Le surintendant de l'État actuel Michael Rice a été critiqué par les républicains et certains démocrates – dont Whitmer – pour la performance scolaire en retard des écoles de l'État. Il quittera son poste le 3 octobre et le conseil d'État a déjà commencé sa recherche de son successeur.
« De toute évidence, ce que nous faisons ne fonctionne pas », a déclaré le représentant de l'État, Bill Schuette, un républicain du comté de Gladwin, citant les résultats de l'État sur les récentes évaluations nationales et nationales lors d'une récente audience du comité de formation et de main-d'œuvre.
« Vous regardez à travers le pays, nous sommes l'un des seuls États qui a un soi-disant chef indépendant de son département de l'éducation, et je crois que cela, dans la pratique, a supprimé un élément important de responsabilité du système d'éducation publique de notre État », a ajouté Schuette.
Le représentant Regina Weiss, un démocrate d'Oak Park, a déclaré que lors de l'audience, le poste pourrait devenir plus partisan si le changement était effectué parce que les mandats de huit ans de huit ans du State Board of Education offrent plus de cohérence.

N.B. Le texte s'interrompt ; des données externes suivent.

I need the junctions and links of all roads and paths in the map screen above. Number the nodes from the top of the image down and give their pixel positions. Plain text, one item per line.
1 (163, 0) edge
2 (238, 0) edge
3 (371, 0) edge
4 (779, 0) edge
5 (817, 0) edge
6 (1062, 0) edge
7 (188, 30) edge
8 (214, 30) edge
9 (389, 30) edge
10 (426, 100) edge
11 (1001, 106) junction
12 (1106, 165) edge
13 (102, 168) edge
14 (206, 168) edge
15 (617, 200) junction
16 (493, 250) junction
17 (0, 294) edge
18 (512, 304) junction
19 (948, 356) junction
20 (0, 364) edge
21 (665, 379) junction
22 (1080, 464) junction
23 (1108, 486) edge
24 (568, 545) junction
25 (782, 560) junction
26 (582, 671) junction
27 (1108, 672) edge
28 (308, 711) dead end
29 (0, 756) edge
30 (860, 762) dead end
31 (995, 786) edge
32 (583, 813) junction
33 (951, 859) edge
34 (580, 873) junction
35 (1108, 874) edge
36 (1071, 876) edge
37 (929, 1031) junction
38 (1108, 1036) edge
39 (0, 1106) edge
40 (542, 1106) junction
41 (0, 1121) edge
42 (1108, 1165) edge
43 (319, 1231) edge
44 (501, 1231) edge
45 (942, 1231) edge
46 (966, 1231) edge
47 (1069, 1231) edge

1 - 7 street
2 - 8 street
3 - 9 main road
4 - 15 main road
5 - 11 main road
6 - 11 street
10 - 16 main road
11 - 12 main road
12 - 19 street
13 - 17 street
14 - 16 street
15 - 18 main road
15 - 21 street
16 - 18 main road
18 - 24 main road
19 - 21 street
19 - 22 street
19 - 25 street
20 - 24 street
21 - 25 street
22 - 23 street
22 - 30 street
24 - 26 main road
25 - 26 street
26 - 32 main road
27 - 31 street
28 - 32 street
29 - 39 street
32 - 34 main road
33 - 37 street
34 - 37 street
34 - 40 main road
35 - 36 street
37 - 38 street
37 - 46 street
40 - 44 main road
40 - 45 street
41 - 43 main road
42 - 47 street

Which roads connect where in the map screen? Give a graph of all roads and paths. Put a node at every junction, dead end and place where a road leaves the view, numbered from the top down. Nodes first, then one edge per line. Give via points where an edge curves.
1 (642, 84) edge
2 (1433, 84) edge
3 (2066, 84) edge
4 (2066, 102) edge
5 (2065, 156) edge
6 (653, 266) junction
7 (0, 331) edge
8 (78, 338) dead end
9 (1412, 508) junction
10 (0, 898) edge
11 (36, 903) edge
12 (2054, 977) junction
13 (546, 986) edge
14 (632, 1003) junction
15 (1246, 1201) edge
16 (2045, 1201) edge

Schuette a fait valoir que parce que les gouverneurs sont élus tous les quatre ans, il y aurait plus de responsabilité envers les électeurs.
« Si vous avez un gouverneur qui veut mettre en œuvre des réformes ou des changements, et que cette personne a un mandat directement du peuple et du gouverneur, je pense que c'est une meilleure façon d'exécuter cette responsabilité », a-t-il déclaré.
Schutte a déclaré qu'il était également en faveur de l'élimination entièrement du conseil d'État, bien qu'il n'y ait pas encore de propositions officielles à le faire.
Le pouvoir du conseil d'État a été considérablement réduit au fil des ans, en particulier dans les initiatives de l'ancien gouverneur John Engler, un républicain qui a transféré un certain nombre de responsabilités du Conseil envers le surintendant de l'État.
Actuellement, le rôle du conseil d'administration est d'établir des normes académiques, ainsi que de faire des recommandations politiques aux districts locaux et aux législateurs. Il n'a pas le pouvoir d'adopter des lois ou de contrôler le financement scolaire.
Ce mois-ci, le Conseil d'État a adopté à l'unanimité une résolution visant à s'opposer à la proposition de le supprimer de son pouvoir de nommer le surintendant de l'État.
Les membres ont convenu que la politique d'éducation de l'État de changer fréquemment en raison des initiatives «à court et flashy» de nouveaux gouverneurs provoquerait une «confusion et frustration» parmi les chefs d'établissement.
Tom McMillin, membre républicain du conseil d'État, a déclaré lors de la réunion qu'il s'opposait depuis longtemps aux efforts antérieurs pour déplacer le pouvoir de nommer le surintendant de l'État au gouverneur.
« Les architectes de la Constitution de 1963 du Michigan étaient sages de reconnaître que donner trop de pouvoir au gouverneur serait nuisible et que l'autorité et la surveillance de l'éducation à un conseil élu séparément seraient bénéfiques pour les enfants du Michigan », a déclaré McMillin dans un communiqué. «Cette séparation du pouvoir devrait rester.»
Hannah Dellinger couvre l'éducation de la maternelle à la 12e année et la politique de l'éducation de l'État pour Chalkbeat Detroit. Tu peux l'atteindre à hdellinger@chalkbeat.org.
Chalkbeat est un site d'information à but non lucratif couvrant le changement éducatif dans les écoles publiques.